■ PROBLEM TO SOLVE: Extract every line below that contains the word "Maroño".

■ DATA TO PROCESS:
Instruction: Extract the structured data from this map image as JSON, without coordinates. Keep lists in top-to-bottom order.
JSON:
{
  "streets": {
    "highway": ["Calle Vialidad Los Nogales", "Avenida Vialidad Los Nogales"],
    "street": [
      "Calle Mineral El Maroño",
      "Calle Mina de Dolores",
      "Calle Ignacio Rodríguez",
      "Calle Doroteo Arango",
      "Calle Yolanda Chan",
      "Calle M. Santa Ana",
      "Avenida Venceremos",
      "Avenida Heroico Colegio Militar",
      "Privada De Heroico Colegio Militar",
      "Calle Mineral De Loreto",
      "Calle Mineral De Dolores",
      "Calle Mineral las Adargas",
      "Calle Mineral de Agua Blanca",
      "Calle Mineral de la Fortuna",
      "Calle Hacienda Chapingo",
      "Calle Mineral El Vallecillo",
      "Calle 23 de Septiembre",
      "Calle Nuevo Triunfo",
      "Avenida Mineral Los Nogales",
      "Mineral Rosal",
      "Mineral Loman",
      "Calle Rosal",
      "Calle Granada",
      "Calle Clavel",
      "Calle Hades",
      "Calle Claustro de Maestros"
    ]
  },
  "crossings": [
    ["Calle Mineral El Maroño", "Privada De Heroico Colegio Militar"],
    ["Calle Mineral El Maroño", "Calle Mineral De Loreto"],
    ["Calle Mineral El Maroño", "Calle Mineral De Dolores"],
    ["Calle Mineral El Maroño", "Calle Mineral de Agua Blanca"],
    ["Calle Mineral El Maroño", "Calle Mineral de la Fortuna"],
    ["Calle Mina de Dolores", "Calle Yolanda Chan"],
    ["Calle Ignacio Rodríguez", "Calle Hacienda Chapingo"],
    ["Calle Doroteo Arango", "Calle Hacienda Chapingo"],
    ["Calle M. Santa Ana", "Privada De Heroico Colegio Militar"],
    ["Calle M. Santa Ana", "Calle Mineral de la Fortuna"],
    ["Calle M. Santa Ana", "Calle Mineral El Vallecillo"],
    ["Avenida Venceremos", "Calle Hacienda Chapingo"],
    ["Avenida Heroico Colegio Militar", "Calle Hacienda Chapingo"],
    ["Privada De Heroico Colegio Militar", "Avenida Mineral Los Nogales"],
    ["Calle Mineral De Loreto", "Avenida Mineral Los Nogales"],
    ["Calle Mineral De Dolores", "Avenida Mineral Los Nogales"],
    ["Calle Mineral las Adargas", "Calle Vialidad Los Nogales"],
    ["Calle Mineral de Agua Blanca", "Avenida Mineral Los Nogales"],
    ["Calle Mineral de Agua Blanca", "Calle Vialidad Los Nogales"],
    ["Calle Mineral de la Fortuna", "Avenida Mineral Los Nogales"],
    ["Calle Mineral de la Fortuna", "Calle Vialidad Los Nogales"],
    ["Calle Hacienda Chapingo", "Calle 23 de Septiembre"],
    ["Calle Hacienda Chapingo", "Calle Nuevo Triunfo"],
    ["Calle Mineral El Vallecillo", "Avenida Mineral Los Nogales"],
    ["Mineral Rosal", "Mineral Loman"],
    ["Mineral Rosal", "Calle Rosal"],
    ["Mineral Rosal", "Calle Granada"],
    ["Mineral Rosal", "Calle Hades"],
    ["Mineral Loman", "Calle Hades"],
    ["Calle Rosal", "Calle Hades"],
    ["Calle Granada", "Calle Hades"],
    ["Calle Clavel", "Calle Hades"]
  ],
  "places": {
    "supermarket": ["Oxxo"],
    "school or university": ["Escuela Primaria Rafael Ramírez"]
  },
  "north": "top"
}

■ SOLUTION TO THE PROBLEM:
      "Calle Mineral El Maroño",
    ["Calle Mineral El Maroño", "Privada De Heroico Colegio Militar"],
    ["Calle Mineral El Maroño", "Calle Mineral De Loreto"],
    ["Calle Mineral El Maroño", "Calle Mineral De Dolores"],
    ["Calle Mineral El Maroño", "Calle Mineral de Agua Blanca"],
    ["Calle Mineral El Maroño", "Calle Mineral de la Fortuna"],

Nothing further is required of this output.